Jordan Peterson, a Canadian professor of psychology at the University of Toronto, is enjoying some measure of fame and its attendant notoriety for boldly coming out in support of common sense. He’s even steadfast enough to continue his support when it conflicts with edicts from the leftist Speech Police.
This would be courageous at a U.S. university, but it becomes almost foolhardy at a Canadian college.
Peterson believes in self-reliance and responsibility. And just as he wouldn’t allow aggressive strangers to choose his pants, he’s also not allowing aggressive strangers to choose his pronouns.
Columnist John Stossel writes that when asked about an entirely hypothetical - for now - law that “would require everyone to call people by the pronoun they prefer -- pronouns like “ze” instead of “he” or “she”, Peterson said he would refuse to obey.
I’m with Peterson on this. I can’t even get my relatives and fellow Baptists to call me by the correct proper name of ‘Michael,’ instead of ‘Mike,’ so why should strangers have the power to compel pronouns by force of law?
Peterson’s reasoning is sound. “I don’t care what people want to be called. But that doesn’t mean I should be compelled by law to call them that. The government has absolutely no business whatsoever ever governing the content of your voluntary speech.”
I would assume for Peterson that includes ‘hate’ speech and ‘he’ speech.
Naturally this perfectly reasonable position tripped the outrage alarm on his campus. Hundreds of easily-herded academics signed a petition calling for Peterson to be fired by the university. And students who are happy to extend toleration to any ideology with which they agree and condemn any they dislike, now bring bullhorns to Peterson’s speeches to drown out his impure thinking.

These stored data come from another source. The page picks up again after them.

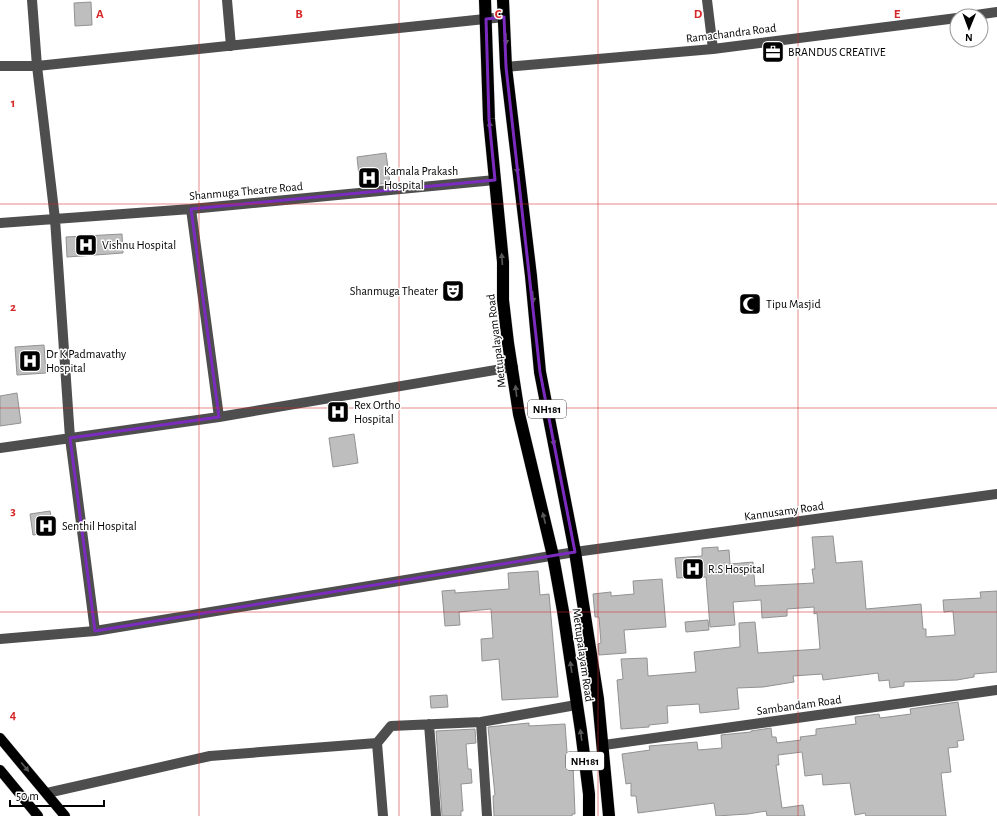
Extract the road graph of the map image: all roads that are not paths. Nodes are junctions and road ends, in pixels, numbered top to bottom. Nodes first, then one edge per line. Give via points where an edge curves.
1 (32, 0) edge
2 (227, 0) edge
3 (486, 0) edge
4 (503, 0) edge
5 (707, 0) edge
6 (504, 17) junction
7 (486, 19) junction
8 (949, 19) edge
9 (231, 46) junction
10 (714, 49) junction
11 (0, 66) edge
12 (37, 66) junction
13 (506, 67) junction
14 (495, 180) junction
15 (191, 209) junction
16 (55, 219) junction
17 (0, 223) edge
18 (513, 367) junction
19 (218, 417) junction
20 (70, 438) junction
21 (0, 448) edge
22 (997, 494) edge
23 (575, 552) junction
24 (553, 556) junction
25 (95, 631) junction
26 (0, 639) edge
27 (997, 690) edge
28 (576, 705) junction
29 (481, 722) junction
30 (429, 724) junction
31 (0, 738) edge
32 (377, 743) junction
33 (604, 745) junction
34 (0, 770) edge
35 (47, 793) junction
36 (38, 816) edge
37 (65, 816) edge
38 (383, 816) edge
39 (436, 816) edge
40 (488, 816) edge
41 (589, 816) edge
42 (609, 816) edge

1 - 12 street
2 - 9 street
3 - 7 highway, Mettupalayam Road / NH181
4 - 6 highway, Mettupalayam Road / NH181
5 - 10 street
6 - 7 street
6 -> 13 highway, Mettupalayam Road / NH181
7 - 9 street
14 -> 7 highway, Mettupalayam Road / NH181 via 489,119
8 - 10 street, Ramachandra Road
9 - 12 street
10 - 13 street, Ramachandra Road
11 - 12 street
12 - 16 street
13 -> 23 highway, Mettupalayam Road / NH181 via 540,372
14 - 15 street, Shanmuga Theatre Road
18 -> 14 highway, Mettupalayam Road / NH181 via 503,300 503,262
15 - 16 street, Shanmuga Theatre Road
15 - 19 street
16 - 17 street, Shanmuga Theatre Road
16 - 20 street
18 - 19 street
24 -> 18 highway, Mettupalayam Road / NH181 via 519,414
19 - 20 street
20 - 21 street
20 - 25 street
22 - 23 street, Kannusamy Road
23 - 24 street, Kannusamy Road
23 - 33 highway, Mettupalayam Road / NH181
24 - 25 street, Kannusamy Road
28 -> 24 highway, Mettupalayam Road / NH181
25 - 26 street, Kannusamy Road
27 - 33 street, Sambandam Road
28 - 29 street
41 -> 28 highway, Mettupalayam Road / NH181 via 589,794
29 - 30 street
29 - 40 street
30 - 32 street via 390,726
30 - 39 street
31 -> 35 main road
32 - 35 street via 210,756
32 - 38 street
33 - 42 highway, Mettupalayam Road / NH181
34 - 36 main road
35 - 37 main road

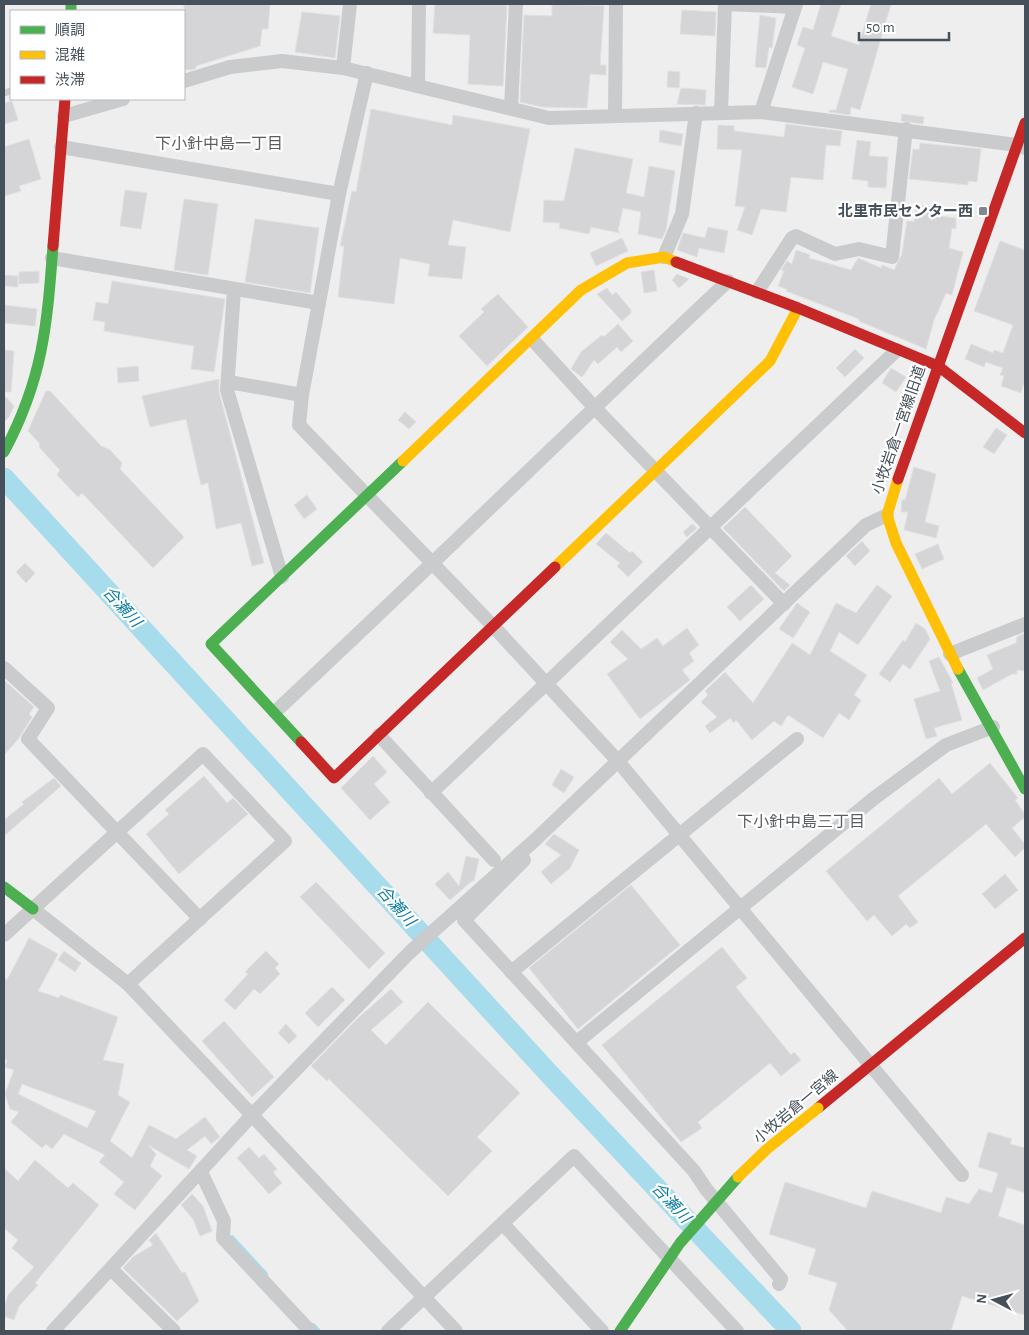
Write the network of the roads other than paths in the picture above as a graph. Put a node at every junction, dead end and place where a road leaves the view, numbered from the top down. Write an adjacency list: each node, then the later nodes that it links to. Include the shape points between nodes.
1 (350, 4): 7 (street)
2 (420, 4): 10 (street)
3 (516, 4): 13 (street)
4 (616, 4): 17 (street)
5 (726, 4): 6 (street); 14 (street)
6 (796, 5): 15 (street)
7 (343, 68): 8 (street); 9 (street, via 282,61 230,67)
8 (367, 73): 10 (street); 23 (street)
9 (185, 81)
10 (418, 86): 13 (street)
11 (65, 100): 18 (street)
12 (120, 100): 18 (street)
13 (511, 108): 17 (street, via 550,118)
14 (721, 112): 15 (street); 16 (street)
15 (761, 112): 20 (street)
16 (696, 113): 17 (street); 24 (street, via 682,214)
17 (615, 114)
18 (64, 116): 21 (street)
19 (1025, 123): 22 (street, 小牧岩倉一宮線旧道)
20 (906, 130): 22 (street); 28 (street, via 892,257 859,249 835,254 796,236)
21 (61, 147): 23 (street); 25 (street)
22 (1021, 147): 33 (street, 小牧岩倉一宮線旧道)
23 (338, 194): 29 (street)
24 (664, 257): 26 (street); 31 (street, via 627,263 581,290)
25 (52, 258): 27 (street); 38 (street, via 42,356 32,392)
26 (728, 281): 28 (street); 36 (street)
27 (234, 290): 29 (street); 34 (street)
28 (757, 292): 30 (street)
29 (319, 304): 35 (street)
30 (798, 308): 32 (street); 39 (street, via 770,361)
31 (532, 339): 36 (street); 40 (street)
32 (897, 350): 33 (street); 42 (street)
33 (938, 366): 37 (street); 41 (street, 小牧岩倉一宮線旧道)
34 (230, 382): 35 (street); 44 (street, via 228,390)
35 (302, 395): 40 (street, via 299,425)
36 (594, 407): 39 (street); 43 (street)
37 (1025, 433)
38 (5, 449)
39 (656, 470): 42 (street); 47 (street)
40 (368, 497): 43 (street); 44 (street)
41 (887, 515): 45 (street, via 866,525); 48 (street, 小牧岩倉一宮線旧道, via 896,543)
42 (710, 529): 45 (street); 50 (street)
43 (433, 565): 47 (street); 51 (street)
44 (282, 577): 51 (street, via 211,644)
45 (784, 604): 55 (street)
46 (1025, 624): 48 (street)
47 (493, 626): 50 (street); 53 (street)
48 (950, 654): 52 (street, 小牧岩倉一宮線旧道)
49 (4, 668): 58 (street, via 48,708 28,738)
50 (545, 684): 55 (street); 57 (street)
51 (275, 712): 53 (street, via 334,778)
52 (993, 727): 56 (street, 小牧岩倉一宮線旧道); 63 (street, via 946,745 873,799)
53 (379, 735): 57 (street)
54 (797, 739): 59 (street)
55 (617, 760): 59 (street); 60 (street)
56 (1025, 788)
57 (431, 793): 61 (street)
58 (117, 830): 64 (street); 65 (street); 65 (street, via 203,754 210,761 284,841)
59 (679, 834): 63 (street); 68 (street)
60 (534, 840): 68 (street, via 535,850 464,920); 72 (street, via 409,953)
61 (494, 860)
62 (4, 887): 64 (street)
63 (741, 908): 70 (street); 71 (street)
64 (32, 909): 66 (street); 69 (street)
65 (200, 919): 69 (street)
66 (4, 935)
67 (1025, 938): 71 (street, 小牧岩倉一宮線)
68 (511, 972): 70 (street)
69 (128, 984): 72 (street)
70 (577, 1042): 77 (street, via 694,1171 781,1279)
71 (870, 1065): 74 (street); 85 (street, 小牧岩倉一宮線, bridge, via 751,1163 703,1214 657,1271)
72 (253, 1114): 73 (street); 78 (street)
73 (201, 1172): 76 (street); 81 (street, via 224,1221 223,1238)
74 (962, 1175)
75 (503, 1224): 78 (street); 84 (street); 86 (street, via 574,1156)
76 (111, 1269): 79 (street); 80 (street)
77 (780, 1284)
78 (425, 1297): 82 (street); 83 (street)
79 (53, 1331)
80 (174, 1331)
81 (310, 1331)
82 (388, 1331)
83 (456, 1331)
84 (602, 1331)
85 (620, 1331)
86 (737, 1331)

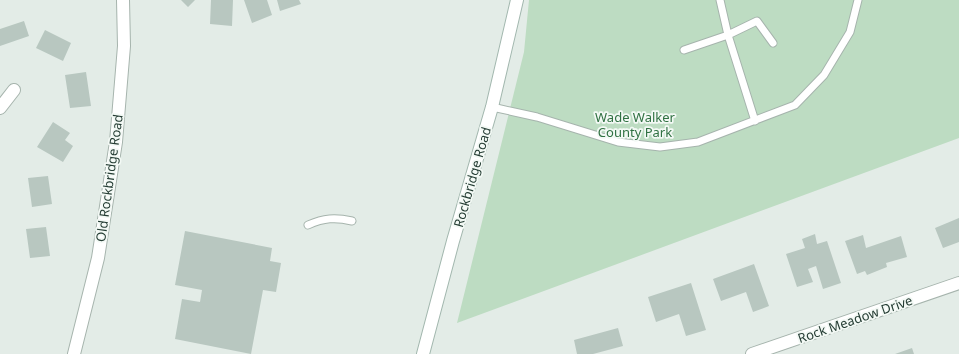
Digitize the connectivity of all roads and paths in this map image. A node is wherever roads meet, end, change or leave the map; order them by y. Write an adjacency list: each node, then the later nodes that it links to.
1 (123, 0): 15 (street, Old Rockbridge Road)
2 (517, 0): 9 (street, Rockbridge Road)
3 (720, 0): 5 (lane)
4 (858, 0): 11 (lane)
5 (728, 35): 6 (lane); 7 (lane); 11 (lane)
6 (773, 43)
7 (684, 50)
8 (14, 90): 10 (street)
9 (492, 107): 11 (lane); 16 (street, Rockbridge Road)
10 (0, 108)
11 (755, 121)
12 (352, 221): 13 (lane)
13 (308, 225)
14 (959, 283): 17 (street, Rock Meadow Drive)
15 (74, 354)
16 (423, 354)
17 (752, 354)

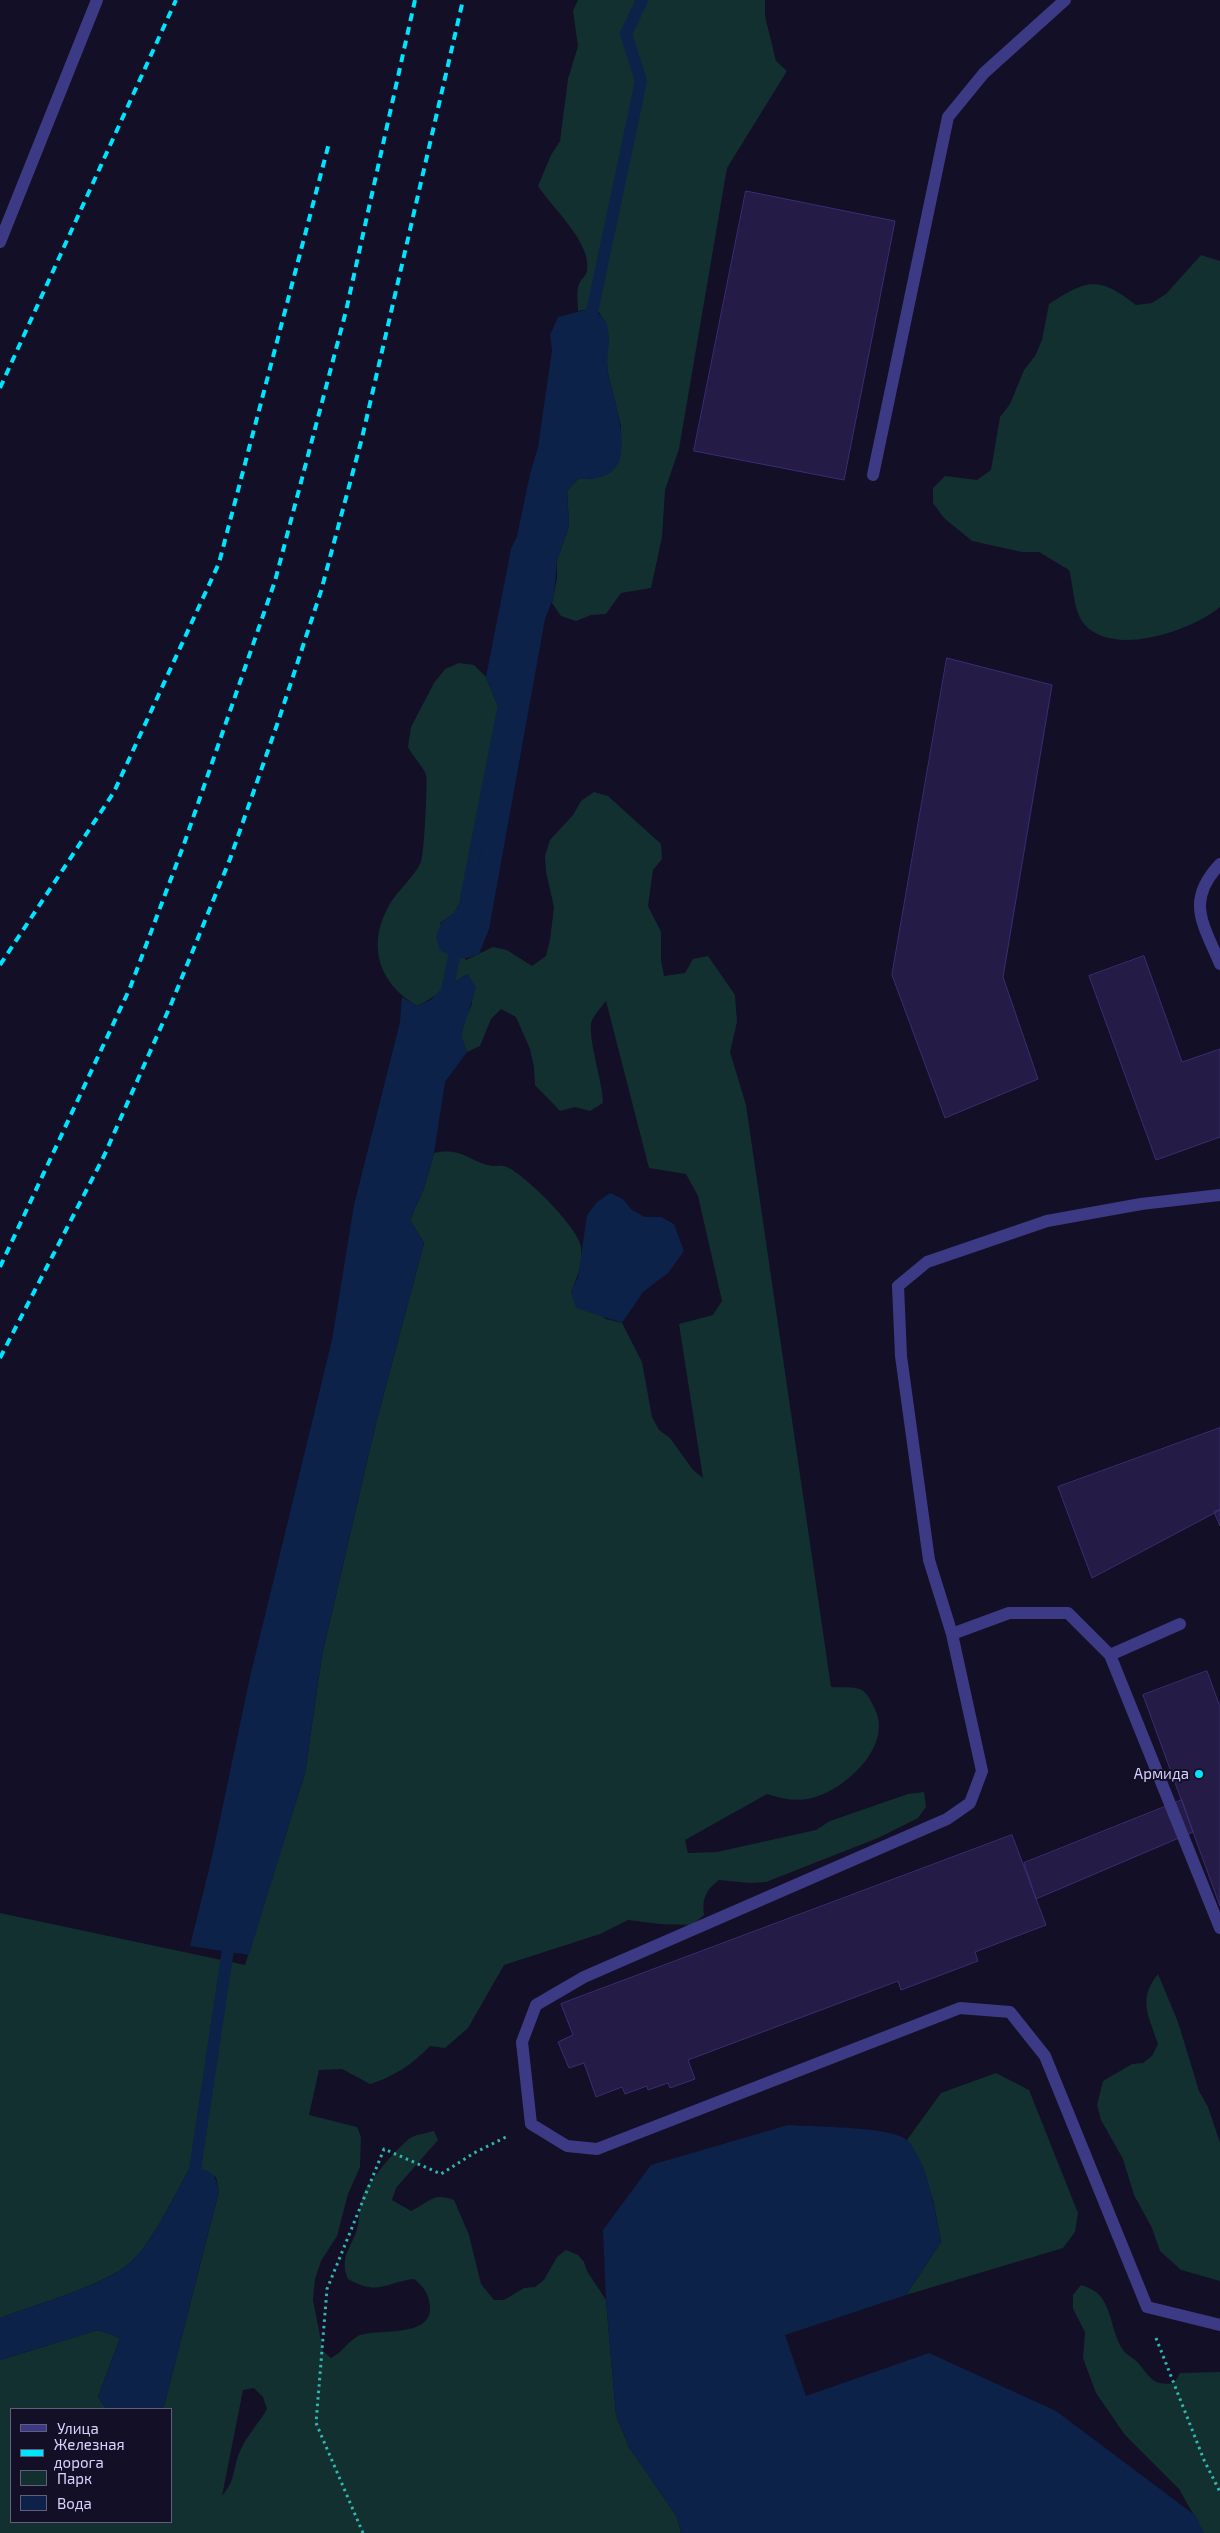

I’ve been giving some thought to where these fascists got the idea it was permissible to control someone else’s language and I’ve come to the conclusion they are merely aping their corporate overlords.
Monkey see, monkey say, if you will.
In my opinion the seed for this preposterous language control was planted in 2006 when Nintendo introduced its new gaming system, the Wii. Starting with the product rollout Nintendo caused controversy in my house as I displayed a Peterson-like resistance to corporate control of my vowels. Standard English pronunciation rules dictate ‘W-i-i’ is pronounced ‘W-eye’, with both ‘i’s being long.
Not so, according to Tokyo. Wikipedia informs us the Japanese decided ‘W-i-i’ was to be pronounced “W-ee” and the wikis even had the gall to use the preexisting English word ‘wee’ (meaning small) to illustrate how Nintendo wanted the name of their authoritarian Wii to be mispronounced.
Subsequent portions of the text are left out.